PRINCIPAL
voltar para página de textos
11 de Julho de 2004
Desencantos encantados cantos
Ela nem mesmo sabia. O cheio da lua de sábado enchia de luz inverno. Transbordaria imprevisto na madrugada. Entre cigarros, cervejas, letras. Algumas confidências renderiam reticências. Coincidências. A intenção não era aprendizado, era discussão de idéias, possibilidades. Apreensão conseqüente. Tudo embasado por confiabilidade, afinidades. Mulher-moça-menina queria traduzir metáforas. Mastigar letras e cuspi-las no prato do entendimento. Depois, misturá-las ao álcool e arrancar ensinamentos do menino-Homem-moço. Caminhos com atalhos. Retalhos de sentimentos. Mais vale o desabafo, a troca. Mais vale a canção no canto do tempo tocada por uma orquestra regida pela vontade. Maestrina enfeitou o cenário com estrelas e lua cheia, derramando improvisos. Recém-nascidos desencantos encantados cantos.

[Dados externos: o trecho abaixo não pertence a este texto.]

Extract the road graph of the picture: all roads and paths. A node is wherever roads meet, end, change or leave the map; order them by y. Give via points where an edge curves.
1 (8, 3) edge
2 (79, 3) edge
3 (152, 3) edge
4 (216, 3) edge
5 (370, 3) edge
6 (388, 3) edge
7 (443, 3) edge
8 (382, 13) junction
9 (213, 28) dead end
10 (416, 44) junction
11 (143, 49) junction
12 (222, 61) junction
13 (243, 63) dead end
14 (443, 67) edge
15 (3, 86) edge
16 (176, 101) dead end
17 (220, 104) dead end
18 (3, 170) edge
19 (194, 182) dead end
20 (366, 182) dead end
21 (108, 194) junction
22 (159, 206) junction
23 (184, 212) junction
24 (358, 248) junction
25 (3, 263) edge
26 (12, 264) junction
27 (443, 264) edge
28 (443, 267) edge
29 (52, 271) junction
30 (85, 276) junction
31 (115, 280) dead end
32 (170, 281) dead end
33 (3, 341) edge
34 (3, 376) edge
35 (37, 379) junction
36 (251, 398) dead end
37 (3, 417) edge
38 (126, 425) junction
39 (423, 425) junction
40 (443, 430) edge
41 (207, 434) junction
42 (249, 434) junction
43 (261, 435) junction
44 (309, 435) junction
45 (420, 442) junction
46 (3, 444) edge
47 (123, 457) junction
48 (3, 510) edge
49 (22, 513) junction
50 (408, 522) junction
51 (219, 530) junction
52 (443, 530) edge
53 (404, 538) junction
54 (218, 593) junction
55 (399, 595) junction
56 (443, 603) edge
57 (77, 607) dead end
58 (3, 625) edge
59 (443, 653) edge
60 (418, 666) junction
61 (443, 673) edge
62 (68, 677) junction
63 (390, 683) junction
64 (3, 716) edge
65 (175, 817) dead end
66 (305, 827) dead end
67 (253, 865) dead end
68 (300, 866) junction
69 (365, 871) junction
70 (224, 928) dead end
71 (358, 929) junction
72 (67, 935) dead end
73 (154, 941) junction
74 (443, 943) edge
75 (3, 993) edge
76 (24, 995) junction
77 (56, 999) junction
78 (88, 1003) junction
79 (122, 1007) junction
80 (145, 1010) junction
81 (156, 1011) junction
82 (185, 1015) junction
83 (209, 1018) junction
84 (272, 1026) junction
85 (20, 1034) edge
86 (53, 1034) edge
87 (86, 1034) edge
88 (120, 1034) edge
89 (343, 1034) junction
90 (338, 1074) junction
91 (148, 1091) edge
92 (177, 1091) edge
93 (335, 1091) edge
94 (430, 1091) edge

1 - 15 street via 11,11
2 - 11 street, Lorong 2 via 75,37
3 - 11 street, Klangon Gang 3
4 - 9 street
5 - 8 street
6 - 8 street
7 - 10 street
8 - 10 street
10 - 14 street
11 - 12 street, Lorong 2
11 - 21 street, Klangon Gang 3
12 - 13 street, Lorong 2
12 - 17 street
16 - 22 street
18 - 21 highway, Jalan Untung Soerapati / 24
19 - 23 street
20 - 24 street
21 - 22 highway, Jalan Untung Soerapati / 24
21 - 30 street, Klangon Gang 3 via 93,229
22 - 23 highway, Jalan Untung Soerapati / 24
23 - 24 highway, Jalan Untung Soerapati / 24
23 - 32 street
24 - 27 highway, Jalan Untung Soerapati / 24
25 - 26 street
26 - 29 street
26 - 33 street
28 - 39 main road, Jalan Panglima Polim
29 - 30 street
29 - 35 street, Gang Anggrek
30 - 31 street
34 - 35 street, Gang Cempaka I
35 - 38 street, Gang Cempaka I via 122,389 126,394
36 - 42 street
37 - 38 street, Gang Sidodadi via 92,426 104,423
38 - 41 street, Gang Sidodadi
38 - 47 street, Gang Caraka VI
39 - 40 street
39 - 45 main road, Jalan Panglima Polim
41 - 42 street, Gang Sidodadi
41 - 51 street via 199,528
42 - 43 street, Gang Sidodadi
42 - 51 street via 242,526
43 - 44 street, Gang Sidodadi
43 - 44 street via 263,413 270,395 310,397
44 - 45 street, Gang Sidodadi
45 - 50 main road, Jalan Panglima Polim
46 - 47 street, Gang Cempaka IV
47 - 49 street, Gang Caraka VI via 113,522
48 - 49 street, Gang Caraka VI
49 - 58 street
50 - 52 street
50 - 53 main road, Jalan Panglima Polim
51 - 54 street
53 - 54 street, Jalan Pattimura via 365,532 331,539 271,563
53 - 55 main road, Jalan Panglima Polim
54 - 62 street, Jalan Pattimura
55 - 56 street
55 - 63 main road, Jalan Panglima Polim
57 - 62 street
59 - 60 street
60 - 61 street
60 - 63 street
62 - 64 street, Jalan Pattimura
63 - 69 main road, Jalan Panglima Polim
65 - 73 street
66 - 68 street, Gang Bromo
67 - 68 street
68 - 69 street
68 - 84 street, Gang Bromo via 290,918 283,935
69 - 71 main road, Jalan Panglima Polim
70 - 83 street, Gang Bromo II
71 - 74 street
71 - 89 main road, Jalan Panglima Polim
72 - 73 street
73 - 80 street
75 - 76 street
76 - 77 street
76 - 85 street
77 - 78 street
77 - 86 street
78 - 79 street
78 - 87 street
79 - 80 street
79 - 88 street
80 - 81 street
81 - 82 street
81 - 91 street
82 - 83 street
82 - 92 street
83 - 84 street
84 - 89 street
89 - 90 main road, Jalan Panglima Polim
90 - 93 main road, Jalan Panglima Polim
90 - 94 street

Mais sedutor impossível. Palavras, letras, interrogações. Na enfumaçada noite, perderam-se palavras e encontraram-se emissores-receptores-emissores. O que foram quando cresceram? Comunicantes, por formação. Para apimentar a noite, experiência de redenção. Para ele, para ela. Para os dois. Ou para alvos de assuntos, de pensamentos e de planos. A pauta era desencontros, dúvidas, decepções. A temperatura derreteu lamúrias no ar. Misturou-se tormento. Tragadas na fumaça do encontro, certezas flutuaram. Alcançaram luminosidade da lua e levaram embora juízo. A despedida: nuvens-sorriso-nuvens. Vestígios.

Palavras eram sopradas e se encontravam de forma natural. Ela proferia longas histórias. Relembranças clamando para encontrarem seu jazigo nas páginas que ela descrevia sem riqueza de detalhes. Reinventavam enredo de encantos. Ele engolia tudo sem mastigar. O tempo era curto. Falavam, falavam. O tempo parecia se esgotar. Letras fêmeas. Jogos machos de palavras. Alfabeto enamorado. Paixão dialética. A sinergia mais parecia um balé. As sílabas pareciam estar esperando umas as outras, para enfim se casarem. Consoantes consoantes. Vogais: macho e fêmea, virgens e experimentadas; encaixando-se. Infernos astrais. Pitadas carnais e uma dose de desistência, de resistência. No cenário da imprevista madrugada improvisada, também era evidente o significativo espaço que ocupavam os ipês rosados da Savassi.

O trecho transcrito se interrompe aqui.